* WORK REQUEST
Wherever a picture appears in the listing, leave it out, and copy the rest exactly.

*****

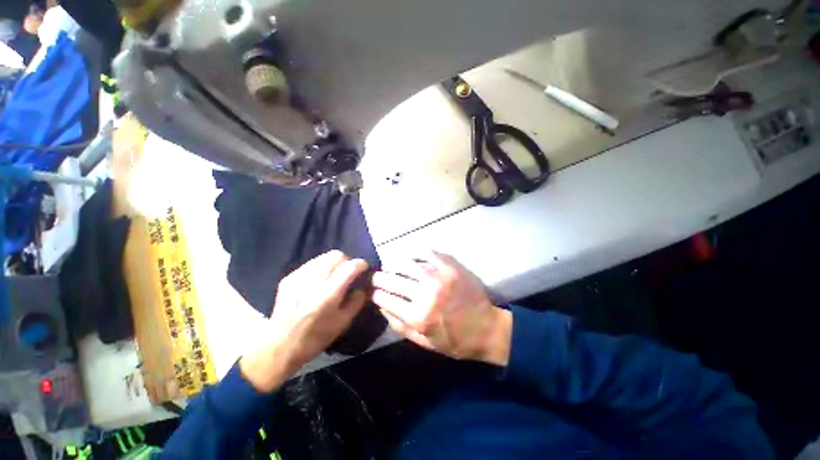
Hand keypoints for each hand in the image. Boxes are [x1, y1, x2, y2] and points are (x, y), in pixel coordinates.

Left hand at [240, 251, 368, 391]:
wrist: (279, 346)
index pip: (349, 267)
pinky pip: (311, 264)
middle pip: (336, 255)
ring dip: (334, 263)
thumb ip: (357, 301)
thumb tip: (363, 285)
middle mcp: (312, 282)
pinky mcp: (289, 278)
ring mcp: (298, 277)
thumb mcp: (343, 323)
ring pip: (323, 257)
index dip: (361, 264)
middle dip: (347, 260)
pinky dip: (321, 268)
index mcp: (327, 295)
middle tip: (349, 272)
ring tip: (334, 275)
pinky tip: (319, 281)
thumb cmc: (315, 338)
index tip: (364, 267)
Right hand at [372, 252, 510, 365]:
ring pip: (407, 263)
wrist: (486, 328)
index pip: (386, 299)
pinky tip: (414, 259)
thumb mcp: (424, 343)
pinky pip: (429, 254)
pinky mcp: (451, 267)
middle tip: (377, 276)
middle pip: (393, 279)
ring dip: (395, 264)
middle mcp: (426, 294)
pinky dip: (417, 255)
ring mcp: (439, 277)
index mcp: (418, 316)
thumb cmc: (454, 340)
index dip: (376, 294)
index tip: (374, 292)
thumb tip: (381, 307)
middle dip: (380, 277)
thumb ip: (400, 326)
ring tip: (392, 266)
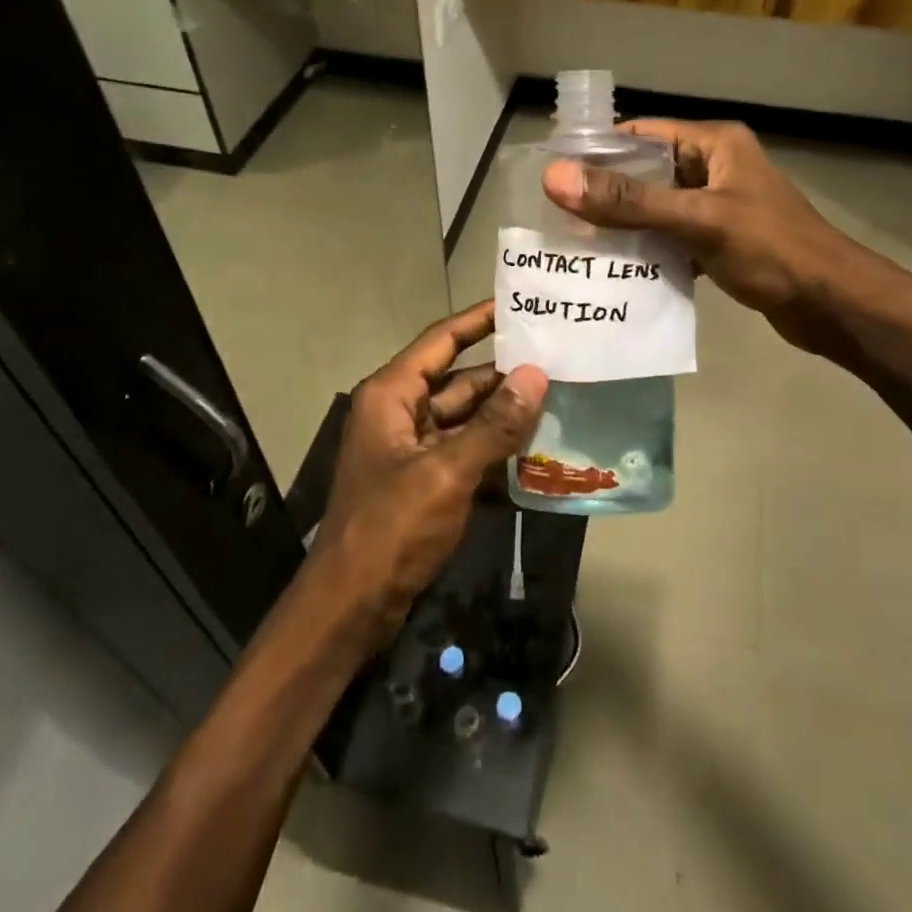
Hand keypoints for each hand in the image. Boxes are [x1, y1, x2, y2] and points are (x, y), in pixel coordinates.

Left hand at [312, 300, 546, 649]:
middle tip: (558, 358)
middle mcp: (400, 413)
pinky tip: (539, 454)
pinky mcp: (424, 482)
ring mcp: (413, 450)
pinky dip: (496, 452)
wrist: (351, 607)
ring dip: (506, 416)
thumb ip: (494, 424)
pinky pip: (467, 453)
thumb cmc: (391, 527)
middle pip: (460, 381)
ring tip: (560, 400)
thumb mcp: (446, 472)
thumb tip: (536, 375)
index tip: (519, 305)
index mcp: (392, 395)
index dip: (478, 320)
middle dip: (505, 374)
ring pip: (467, 419)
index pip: (441, 341)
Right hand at [542, 119, 897, 352]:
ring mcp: (719, 206)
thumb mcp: (697, 219)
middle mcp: (715, 167)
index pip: (643, 134)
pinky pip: (673, 238)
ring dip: (626, 226)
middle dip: (607, 194)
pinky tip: (619, 271)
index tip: (556, 175)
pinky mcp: (721, 241)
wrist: (832, 304)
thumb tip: (557, 178)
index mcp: (714, 145)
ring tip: (578, 244)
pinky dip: (650, 251)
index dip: (599, 150)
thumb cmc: (771, 250)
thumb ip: (629, 201)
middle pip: (648, 173)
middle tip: (559, 216)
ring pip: (658, 209)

*****

* RESPONSE TO THE EXERCISE
Hand keypoints for each hand in the image. Boxes are [x1, y1, x2, y2] and points are (x, y), in pixel coordinates.

Left hand at [240, 251, 368, 391]:
wrist: (279, 346)
index pip: (349, 267)
pinky pip: (311, 264)
middle pip: (336, 255)
ring dip: (334, 263)
thumb ip: (357, 301)
thumb tip: (363, 285)
middle mcp: (312, 282)
pinky mcp: (289, 278)
ring mcp: (298, 277)
thumb mcp: (343, 323)
ring pip: (323, 257)
index dip: (361, 264)
middle dip: (347, 260)
pinky dip: (321, 268)
index mcp: (327, 295)
middle tip: (349, 272)
ring tip: (334, 275)
pinky tip: (319, 281)
thumb cmc: (315, 338)
index tip: (364, 267)
Right hand at [372, 252, 510, 365]:
ring pip: (407, 263)
wrist: (486, 328)
index pip: (386, 299)
pinky tip: (414, 259)
thumb mcp: (424, 343)
pinky pip: (429, 254)
pinky mcp: (451, 267)
middle tip: (377, 276)
middle pip: (393, 279)
ring dip: (395, 264)
middle mcp: (426, 294)
pinky dip: (417, 255)
ring mcp: (439, 277)
index mcp: (418, 316)
thumb cmc: (454, 340)
index dip: (376, 294)
index tip: (374, 292)
thumb tip: (381, 307)
middle dip: (380, 277)
thumb ip: (400, 326)
ring tip: (392, 266)
Hand keypoints for each hand in the image. Boxes are [x1, y1, x2, y2] and points are (x, y), in pixel coordinates.

Left hand at [312, 300, 546, 649]:
middle tip: (558, 358)
middle mcp: (400, 413)
pinky tip: (539, 454)
pinky mcp: (424, 482)
ring mcp: (413, 450)
pinky dip: (496, 452)
wrist: (351, 607)
ring dip: (506, 416)
thumb ip: (494, 424)
pinky pip: (467, 453)
thumb cmc: (391, 527)
middle pip: (460, 381)
ring tip: (560, 400)
thumb mcp: (446, 472)
thumb tip: (536, 375)
index tip: (519, 305)
index mcp: (392, 395)
index dip: (478, 320)
middle dip: (505, 374)
ring pip: (467, 419)
index pip: (441, 341)
Right hand at [542, 119, 897, 352]:
ring mcp: (719, 206)
thumb mcp: (697, 219)
middle mcp: (715, 167)
index pip: (643, 134)
pinky pip: (673, 238)
ring dip: (626, 226)
middle dip: (607, 194)
pinky tip: (619, 271)
index tip: (556, 175)
pinky mcp: (721, 241)
wrist: (832, 304)
thumb tip: (557, 178)
index mcp: (714, 145)
ring tip: (578, 244)
pinky dip: (650, 251)
index dip: (599, 150)
thumb cmc: (771, 250)
thumb ip: (629, 201)
middle pip: (648, 173)
middle tip: (559, 216)
ring pip: (658, 209)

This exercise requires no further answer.